Design of Database Systems with DRAM-only Heterogeneous Memory Architecture

Abstract

This thesis advocates a novel DRAM-only strategy to reduce the computing system memory cost for the first time, and investigates its applications to database systems. This thesis envisions a low-cost DRAM module called block-protected DRAM, which reduces bit cost by significantly relaxing the DRAM raw reliability and meanwhile employs long error correction code (ECC) to ensure data integrity at small coding redundancy. Built upon the exactly same DRAM technology, today's byte-accessible DRAM and envisioned block-protected DRAM strike at different trade-offs between memory bit cost and native data access granularity, and naturally form a heterogeneous DRAM-only memory system. The practical feasibility of such heterogeneous memory systems is further strengthened by the new media-agnostic and latency-oblivious CPU-memory interfaces such as IBM's OpenCAPI/OMI and Intel's CXL. This DRAM-only design approach perfectly leverages the existing DRAM manufacturing infrastructure and is not subject to any fundamental technology risk and uncertainty.
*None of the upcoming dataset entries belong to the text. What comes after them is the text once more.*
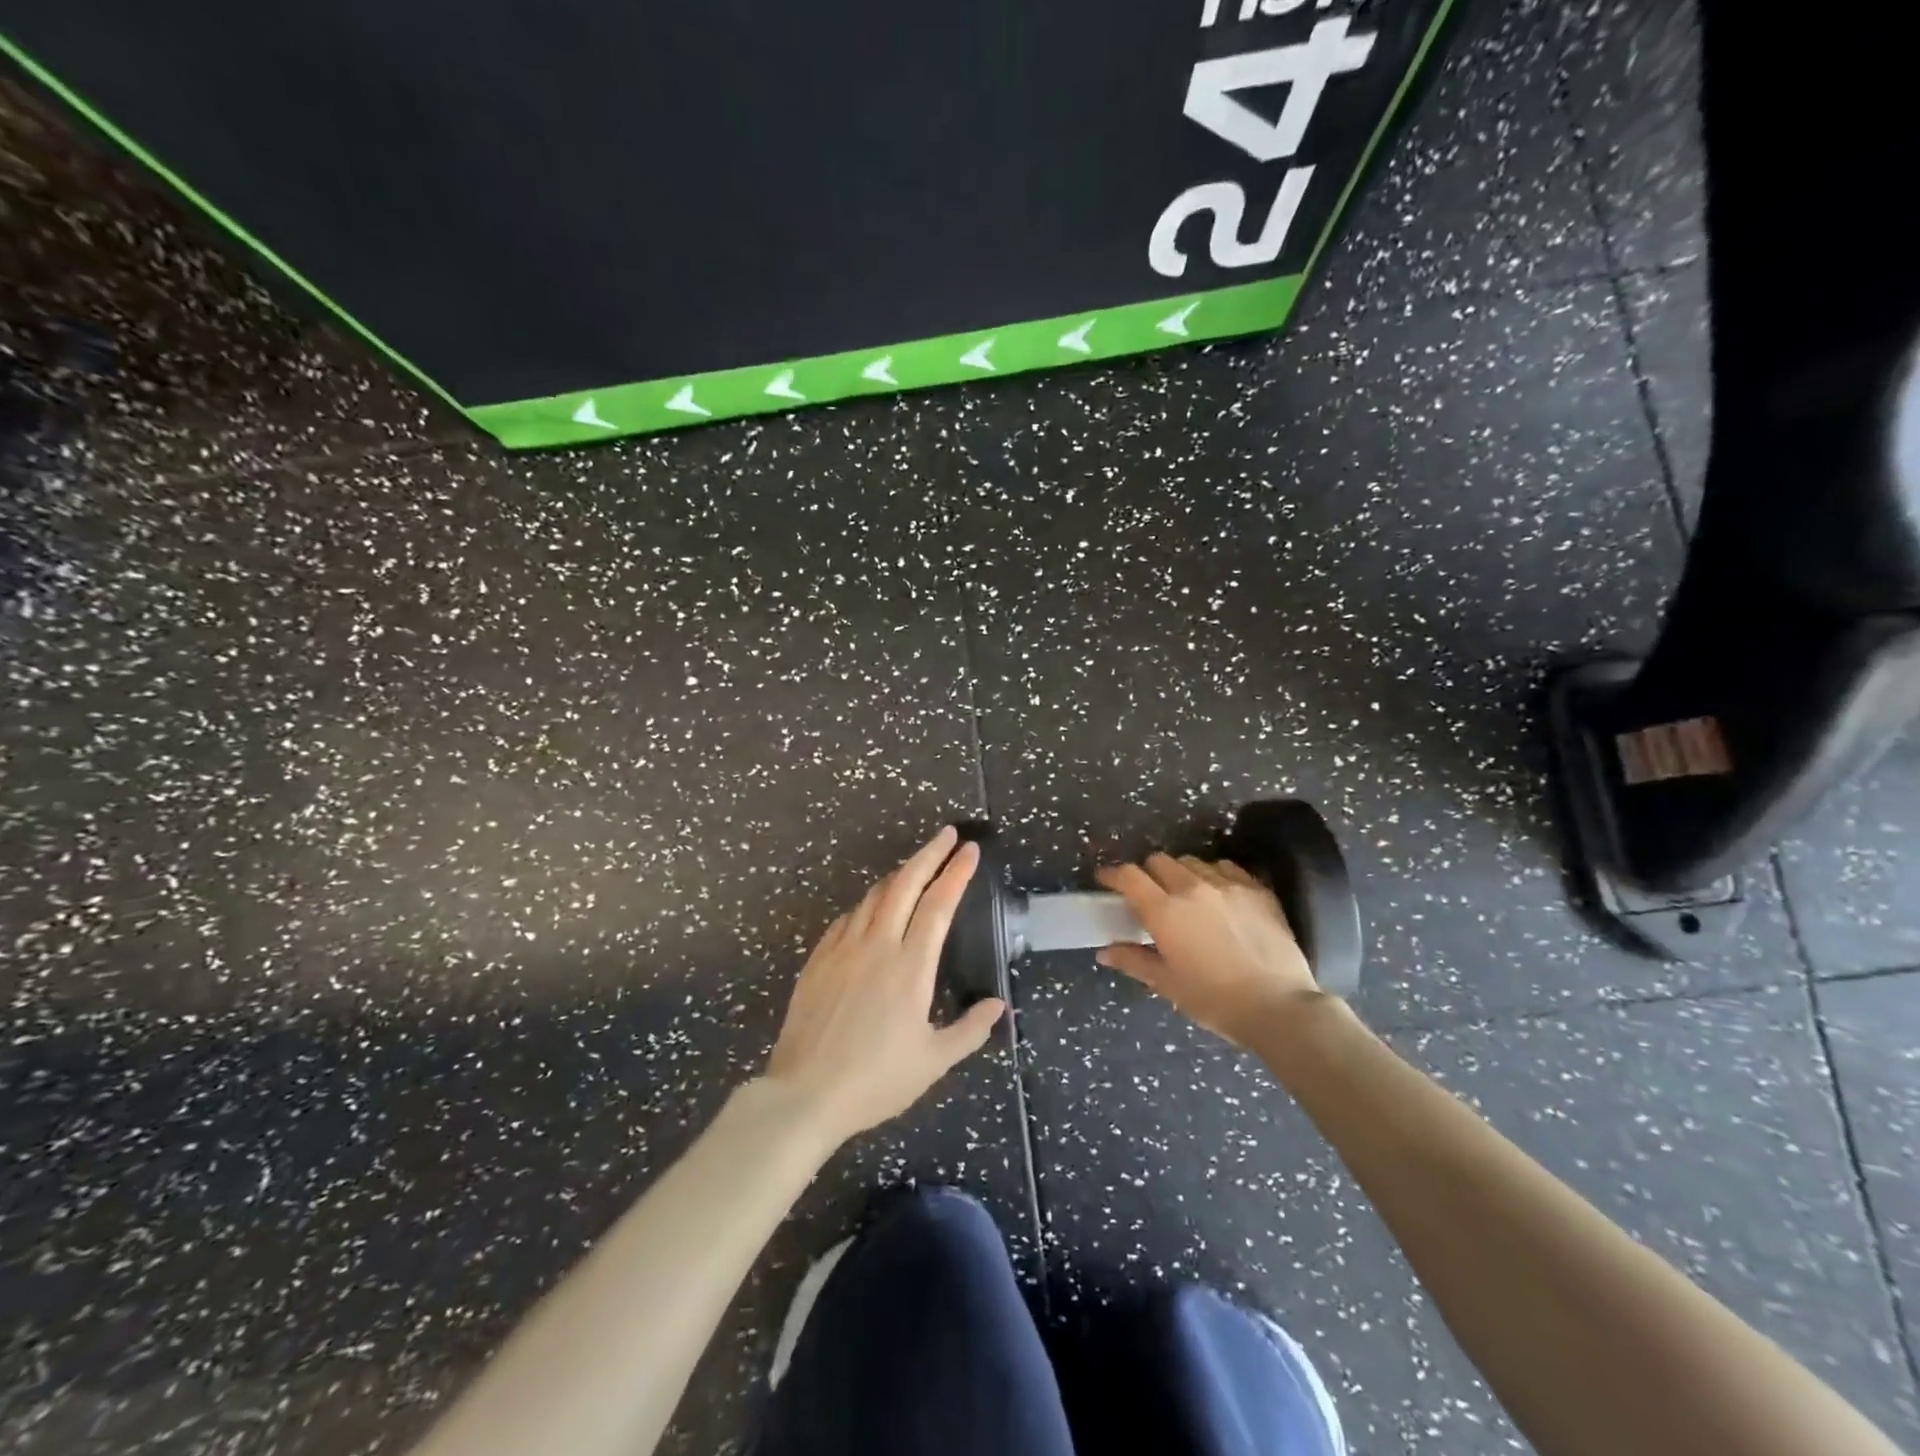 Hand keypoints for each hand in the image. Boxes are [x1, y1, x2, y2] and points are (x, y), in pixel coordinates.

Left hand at [764, 827, 1005, 1147]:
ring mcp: (842, 949)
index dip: (956, 873)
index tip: (969, 850)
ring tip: (914, 868)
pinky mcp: (817, 960)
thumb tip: (998, 1006)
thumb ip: (969, 1030)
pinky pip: (846, 919)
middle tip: (947, 835)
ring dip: (898, 876)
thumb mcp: (933, 1062)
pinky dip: (865, 905)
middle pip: (905, 884)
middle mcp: (877, 946)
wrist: (804, 1094)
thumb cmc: (875, 1080)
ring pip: (873, 897)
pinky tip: (869, 910)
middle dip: (929, 854)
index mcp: (910, 967)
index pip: (938, 905)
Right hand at [1094, 853, 1323, 1046]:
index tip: (1106, 879)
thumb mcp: (1167, 984)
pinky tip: (1217, 894)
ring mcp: (1227, 884)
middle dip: (1147, 873)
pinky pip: (1225, 867)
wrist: (1278, 1006)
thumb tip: (1105, 952)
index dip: (1112, 874)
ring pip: (1191, 861)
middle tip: (1148, 894)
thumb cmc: (1214, 999)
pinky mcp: (1256, 889)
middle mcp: (1192, 887)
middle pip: (1159, 860)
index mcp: (1164, 910)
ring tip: (1185, 894)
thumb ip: (1133, 961)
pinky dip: (1213, 874)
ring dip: (1180, 873)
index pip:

Hence, before NVM technologies could eventually fulfill their long-awaited promises (i.e., DRAM-grade speed at flash-grade cost), this DRAM-only design framework can fill the gap to empower continuous progress and advances of computing systems. This thesis aims to develop techniques that enable relational and NoSQL databases to take full advantage of the envisioned low-cost heterogeneous DRAM system. As the first step, we studied how one could employ heterogeneous DRAM to implement a low-cost tiered caching solution for relational database, and obtained encouraging results using MySQL as a test vehicle.